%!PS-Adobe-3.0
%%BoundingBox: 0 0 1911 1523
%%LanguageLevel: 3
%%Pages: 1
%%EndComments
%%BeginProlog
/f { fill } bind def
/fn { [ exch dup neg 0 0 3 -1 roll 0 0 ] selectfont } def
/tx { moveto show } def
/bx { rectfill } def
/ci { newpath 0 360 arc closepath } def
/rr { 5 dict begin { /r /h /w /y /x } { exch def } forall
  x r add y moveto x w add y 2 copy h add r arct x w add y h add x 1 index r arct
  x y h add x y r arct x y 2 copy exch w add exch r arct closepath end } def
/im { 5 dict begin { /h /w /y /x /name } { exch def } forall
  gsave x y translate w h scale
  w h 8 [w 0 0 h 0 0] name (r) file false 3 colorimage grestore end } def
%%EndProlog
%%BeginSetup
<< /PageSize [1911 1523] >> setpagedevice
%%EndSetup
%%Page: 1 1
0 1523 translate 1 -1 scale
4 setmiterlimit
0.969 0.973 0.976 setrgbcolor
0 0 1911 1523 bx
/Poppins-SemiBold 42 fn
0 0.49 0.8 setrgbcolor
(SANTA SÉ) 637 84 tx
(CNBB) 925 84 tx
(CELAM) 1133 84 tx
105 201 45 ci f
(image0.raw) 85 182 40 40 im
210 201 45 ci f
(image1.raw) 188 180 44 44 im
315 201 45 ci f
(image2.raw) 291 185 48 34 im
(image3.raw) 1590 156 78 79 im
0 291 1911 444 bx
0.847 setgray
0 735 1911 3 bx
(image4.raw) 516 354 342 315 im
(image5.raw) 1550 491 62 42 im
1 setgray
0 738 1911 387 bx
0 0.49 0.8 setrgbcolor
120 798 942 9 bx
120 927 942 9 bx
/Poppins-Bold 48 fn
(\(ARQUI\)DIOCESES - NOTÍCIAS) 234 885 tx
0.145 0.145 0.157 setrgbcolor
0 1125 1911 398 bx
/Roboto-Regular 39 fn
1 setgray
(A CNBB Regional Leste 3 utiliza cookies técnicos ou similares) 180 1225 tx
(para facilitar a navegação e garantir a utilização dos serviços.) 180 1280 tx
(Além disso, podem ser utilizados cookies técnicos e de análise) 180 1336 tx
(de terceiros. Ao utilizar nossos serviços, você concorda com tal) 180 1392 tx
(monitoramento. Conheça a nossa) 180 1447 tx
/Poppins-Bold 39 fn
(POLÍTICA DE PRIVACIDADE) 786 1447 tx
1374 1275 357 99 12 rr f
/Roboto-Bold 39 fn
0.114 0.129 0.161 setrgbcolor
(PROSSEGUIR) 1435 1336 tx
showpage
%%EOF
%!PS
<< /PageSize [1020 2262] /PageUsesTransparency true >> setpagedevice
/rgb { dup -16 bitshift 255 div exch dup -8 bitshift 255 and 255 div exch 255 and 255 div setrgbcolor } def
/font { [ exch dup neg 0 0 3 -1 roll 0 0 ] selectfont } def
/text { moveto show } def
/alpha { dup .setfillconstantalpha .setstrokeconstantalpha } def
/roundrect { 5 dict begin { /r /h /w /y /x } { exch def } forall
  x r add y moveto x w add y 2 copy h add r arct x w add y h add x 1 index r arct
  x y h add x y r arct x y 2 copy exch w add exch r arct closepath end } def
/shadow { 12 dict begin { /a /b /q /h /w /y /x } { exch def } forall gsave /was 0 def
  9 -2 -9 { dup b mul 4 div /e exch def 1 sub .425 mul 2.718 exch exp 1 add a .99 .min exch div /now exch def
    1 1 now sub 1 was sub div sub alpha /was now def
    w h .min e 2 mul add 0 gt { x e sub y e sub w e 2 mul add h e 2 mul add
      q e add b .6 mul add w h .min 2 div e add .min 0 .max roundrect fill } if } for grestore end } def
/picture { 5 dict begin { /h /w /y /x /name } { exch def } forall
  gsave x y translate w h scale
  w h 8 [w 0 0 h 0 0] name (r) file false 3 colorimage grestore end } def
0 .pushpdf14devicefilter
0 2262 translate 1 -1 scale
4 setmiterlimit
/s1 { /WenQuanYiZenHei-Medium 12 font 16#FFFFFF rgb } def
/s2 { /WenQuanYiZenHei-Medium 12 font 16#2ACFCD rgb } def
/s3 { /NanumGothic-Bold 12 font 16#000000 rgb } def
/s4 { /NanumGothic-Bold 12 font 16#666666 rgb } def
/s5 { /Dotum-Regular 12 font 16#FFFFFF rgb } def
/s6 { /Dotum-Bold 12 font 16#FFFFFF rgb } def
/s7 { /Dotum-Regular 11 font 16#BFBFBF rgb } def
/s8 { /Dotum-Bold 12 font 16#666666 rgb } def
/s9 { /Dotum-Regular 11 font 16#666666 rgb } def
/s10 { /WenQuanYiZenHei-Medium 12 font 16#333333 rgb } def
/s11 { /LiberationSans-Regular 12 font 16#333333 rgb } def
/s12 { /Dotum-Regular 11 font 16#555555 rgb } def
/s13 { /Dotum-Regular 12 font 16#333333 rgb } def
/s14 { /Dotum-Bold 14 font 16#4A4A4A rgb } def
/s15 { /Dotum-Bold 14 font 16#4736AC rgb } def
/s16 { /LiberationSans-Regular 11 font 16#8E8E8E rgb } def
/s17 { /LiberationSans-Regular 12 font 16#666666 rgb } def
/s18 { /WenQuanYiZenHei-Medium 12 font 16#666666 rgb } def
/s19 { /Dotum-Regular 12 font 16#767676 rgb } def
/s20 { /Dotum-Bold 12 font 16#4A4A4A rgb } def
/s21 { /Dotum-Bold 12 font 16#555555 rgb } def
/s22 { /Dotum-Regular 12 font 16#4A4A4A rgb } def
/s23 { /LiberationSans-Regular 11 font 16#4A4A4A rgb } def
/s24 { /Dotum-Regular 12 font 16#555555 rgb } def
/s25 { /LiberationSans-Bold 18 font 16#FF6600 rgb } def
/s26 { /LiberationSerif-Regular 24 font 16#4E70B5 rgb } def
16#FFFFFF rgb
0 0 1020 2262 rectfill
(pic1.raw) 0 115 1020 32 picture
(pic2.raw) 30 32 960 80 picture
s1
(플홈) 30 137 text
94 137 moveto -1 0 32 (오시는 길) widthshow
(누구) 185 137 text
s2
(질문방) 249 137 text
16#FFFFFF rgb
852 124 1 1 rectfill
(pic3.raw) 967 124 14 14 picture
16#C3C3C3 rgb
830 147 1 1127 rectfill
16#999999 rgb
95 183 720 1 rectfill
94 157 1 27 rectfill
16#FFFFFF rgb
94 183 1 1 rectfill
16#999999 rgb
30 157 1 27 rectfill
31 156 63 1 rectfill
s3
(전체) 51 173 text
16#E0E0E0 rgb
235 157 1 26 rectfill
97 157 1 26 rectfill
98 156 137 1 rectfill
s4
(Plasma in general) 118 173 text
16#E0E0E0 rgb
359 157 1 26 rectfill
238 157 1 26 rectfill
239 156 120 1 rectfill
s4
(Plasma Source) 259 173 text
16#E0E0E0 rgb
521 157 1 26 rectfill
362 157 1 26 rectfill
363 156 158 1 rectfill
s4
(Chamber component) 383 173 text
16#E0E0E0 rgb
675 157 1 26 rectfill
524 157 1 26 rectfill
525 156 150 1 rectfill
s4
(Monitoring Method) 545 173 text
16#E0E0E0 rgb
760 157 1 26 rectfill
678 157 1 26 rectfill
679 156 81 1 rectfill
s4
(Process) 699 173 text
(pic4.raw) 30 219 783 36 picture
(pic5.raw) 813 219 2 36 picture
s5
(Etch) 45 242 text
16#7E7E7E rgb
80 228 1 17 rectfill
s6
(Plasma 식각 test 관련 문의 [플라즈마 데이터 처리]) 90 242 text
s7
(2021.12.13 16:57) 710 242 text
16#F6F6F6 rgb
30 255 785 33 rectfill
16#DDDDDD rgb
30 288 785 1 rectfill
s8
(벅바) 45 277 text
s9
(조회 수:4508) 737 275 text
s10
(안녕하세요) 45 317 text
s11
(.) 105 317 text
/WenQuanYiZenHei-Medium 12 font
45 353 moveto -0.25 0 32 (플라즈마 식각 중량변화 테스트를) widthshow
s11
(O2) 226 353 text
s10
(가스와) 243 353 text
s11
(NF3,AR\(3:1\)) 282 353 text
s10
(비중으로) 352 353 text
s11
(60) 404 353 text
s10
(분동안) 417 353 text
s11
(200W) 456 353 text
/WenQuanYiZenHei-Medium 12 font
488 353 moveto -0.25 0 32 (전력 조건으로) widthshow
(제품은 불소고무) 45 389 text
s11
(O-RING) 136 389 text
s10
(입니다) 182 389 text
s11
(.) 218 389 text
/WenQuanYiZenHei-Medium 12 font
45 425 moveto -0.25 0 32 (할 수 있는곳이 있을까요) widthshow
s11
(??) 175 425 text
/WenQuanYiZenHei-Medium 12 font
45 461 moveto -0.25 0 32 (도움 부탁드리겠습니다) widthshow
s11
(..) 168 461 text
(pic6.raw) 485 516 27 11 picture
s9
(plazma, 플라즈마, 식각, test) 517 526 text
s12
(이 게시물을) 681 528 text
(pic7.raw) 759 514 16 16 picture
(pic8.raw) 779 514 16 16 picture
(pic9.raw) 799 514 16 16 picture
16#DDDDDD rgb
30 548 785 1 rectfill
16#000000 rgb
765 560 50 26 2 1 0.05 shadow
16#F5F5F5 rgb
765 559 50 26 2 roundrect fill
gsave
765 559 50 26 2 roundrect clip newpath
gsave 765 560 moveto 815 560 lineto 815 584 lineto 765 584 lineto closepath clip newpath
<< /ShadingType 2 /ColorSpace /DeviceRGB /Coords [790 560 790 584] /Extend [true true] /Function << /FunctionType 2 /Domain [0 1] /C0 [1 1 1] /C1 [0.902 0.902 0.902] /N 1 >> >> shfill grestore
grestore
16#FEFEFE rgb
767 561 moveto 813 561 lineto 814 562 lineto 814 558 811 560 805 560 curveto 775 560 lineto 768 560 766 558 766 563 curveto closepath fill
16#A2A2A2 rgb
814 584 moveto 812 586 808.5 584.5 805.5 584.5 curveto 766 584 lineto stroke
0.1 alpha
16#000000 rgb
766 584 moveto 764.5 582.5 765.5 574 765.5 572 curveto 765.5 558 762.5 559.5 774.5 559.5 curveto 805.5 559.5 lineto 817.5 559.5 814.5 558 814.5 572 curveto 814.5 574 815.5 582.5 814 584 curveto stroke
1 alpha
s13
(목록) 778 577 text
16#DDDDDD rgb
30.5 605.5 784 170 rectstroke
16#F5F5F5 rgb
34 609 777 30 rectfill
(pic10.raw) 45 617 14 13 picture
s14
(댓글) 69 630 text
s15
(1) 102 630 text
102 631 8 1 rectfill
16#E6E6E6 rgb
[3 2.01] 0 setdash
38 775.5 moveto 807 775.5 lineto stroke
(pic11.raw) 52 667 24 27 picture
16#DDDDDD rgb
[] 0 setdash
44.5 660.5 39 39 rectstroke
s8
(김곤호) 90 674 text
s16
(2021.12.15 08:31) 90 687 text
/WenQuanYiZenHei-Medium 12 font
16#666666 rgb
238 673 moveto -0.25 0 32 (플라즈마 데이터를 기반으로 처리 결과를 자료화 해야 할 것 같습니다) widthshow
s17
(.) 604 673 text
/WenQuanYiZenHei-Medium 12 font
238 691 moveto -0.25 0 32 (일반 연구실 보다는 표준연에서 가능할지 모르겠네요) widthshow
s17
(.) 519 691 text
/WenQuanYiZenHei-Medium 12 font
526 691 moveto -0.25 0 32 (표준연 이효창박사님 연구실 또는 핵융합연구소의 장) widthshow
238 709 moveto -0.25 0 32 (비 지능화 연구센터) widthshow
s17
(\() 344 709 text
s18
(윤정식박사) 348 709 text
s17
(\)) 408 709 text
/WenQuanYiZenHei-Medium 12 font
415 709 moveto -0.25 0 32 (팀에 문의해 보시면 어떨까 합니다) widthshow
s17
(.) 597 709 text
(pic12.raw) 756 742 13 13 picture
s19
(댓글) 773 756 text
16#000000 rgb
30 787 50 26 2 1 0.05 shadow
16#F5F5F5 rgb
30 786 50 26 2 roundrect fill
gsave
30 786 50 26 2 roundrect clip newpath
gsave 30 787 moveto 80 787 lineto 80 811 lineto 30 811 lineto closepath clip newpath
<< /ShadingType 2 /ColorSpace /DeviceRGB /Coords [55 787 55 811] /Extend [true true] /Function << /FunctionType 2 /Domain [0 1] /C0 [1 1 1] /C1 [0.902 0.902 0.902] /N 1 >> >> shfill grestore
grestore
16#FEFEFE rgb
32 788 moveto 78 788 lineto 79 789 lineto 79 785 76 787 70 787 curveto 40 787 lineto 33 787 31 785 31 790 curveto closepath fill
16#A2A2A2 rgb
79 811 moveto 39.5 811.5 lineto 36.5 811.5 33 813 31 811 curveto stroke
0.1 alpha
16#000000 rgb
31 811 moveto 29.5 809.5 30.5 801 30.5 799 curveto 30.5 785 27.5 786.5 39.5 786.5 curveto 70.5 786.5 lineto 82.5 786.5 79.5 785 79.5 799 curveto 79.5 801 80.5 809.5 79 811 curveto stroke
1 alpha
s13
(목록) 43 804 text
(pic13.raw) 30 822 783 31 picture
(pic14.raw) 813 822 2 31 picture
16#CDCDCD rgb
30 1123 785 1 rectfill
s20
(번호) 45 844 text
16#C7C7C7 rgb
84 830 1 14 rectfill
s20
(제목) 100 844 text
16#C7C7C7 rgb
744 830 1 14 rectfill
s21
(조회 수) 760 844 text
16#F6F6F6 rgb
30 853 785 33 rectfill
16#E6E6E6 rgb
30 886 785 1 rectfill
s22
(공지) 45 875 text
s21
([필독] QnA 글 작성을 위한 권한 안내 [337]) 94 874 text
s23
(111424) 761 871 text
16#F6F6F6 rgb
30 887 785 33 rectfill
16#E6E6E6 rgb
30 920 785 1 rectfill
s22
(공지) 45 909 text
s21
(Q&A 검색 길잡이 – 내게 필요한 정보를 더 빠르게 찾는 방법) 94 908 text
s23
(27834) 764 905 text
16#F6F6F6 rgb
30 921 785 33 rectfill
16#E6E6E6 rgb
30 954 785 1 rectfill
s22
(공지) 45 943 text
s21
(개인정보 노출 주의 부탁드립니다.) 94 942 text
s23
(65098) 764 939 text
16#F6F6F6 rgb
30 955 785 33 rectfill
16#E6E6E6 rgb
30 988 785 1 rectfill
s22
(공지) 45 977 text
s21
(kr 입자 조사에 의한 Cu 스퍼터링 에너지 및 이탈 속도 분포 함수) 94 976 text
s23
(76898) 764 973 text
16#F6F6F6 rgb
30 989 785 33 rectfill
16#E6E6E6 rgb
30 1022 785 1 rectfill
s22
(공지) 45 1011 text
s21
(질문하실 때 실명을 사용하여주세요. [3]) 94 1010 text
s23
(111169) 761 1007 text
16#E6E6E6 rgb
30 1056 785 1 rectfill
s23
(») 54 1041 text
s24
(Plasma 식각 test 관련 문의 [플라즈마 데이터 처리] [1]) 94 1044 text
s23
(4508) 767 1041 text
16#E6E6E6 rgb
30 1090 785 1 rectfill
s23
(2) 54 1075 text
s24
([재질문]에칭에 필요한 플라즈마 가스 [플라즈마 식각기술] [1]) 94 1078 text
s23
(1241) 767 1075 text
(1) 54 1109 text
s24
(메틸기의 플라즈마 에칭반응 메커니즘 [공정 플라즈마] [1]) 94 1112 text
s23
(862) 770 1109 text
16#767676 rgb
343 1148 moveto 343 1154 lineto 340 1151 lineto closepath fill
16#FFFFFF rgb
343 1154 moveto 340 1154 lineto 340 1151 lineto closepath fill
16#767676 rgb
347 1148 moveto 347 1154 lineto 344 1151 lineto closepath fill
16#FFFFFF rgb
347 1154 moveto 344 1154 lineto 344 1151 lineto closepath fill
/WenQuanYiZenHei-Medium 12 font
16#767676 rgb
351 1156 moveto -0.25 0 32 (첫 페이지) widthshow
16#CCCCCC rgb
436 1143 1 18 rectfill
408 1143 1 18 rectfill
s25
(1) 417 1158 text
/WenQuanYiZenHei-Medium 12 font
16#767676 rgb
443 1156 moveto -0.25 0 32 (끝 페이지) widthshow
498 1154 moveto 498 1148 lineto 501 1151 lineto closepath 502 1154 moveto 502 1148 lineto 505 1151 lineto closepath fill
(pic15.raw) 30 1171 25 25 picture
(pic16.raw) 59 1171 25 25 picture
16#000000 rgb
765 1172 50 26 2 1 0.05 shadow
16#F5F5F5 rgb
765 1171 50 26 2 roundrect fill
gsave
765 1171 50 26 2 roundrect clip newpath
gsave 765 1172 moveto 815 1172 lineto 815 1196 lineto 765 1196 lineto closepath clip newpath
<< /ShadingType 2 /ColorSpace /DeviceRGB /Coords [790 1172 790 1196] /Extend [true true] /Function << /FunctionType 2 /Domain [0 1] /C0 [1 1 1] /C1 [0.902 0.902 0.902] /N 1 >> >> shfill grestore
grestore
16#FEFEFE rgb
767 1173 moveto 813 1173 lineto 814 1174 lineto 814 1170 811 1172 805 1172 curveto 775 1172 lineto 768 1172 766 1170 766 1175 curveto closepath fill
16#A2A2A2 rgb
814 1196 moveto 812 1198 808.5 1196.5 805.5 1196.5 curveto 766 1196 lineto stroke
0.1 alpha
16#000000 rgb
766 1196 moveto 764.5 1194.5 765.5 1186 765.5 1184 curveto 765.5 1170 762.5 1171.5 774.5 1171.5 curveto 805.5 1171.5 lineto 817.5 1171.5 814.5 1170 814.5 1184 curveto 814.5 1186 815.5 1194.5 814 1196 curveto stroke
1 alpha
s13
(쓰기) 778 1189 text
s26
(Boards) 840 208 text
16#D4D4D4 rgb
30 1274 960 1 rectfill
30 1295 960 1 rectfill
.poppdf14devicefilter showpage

════════════════

Problem requirements:
Counting every line that holds the string "CNBB", give the total for the data above and nothing else.

Exercise result:
2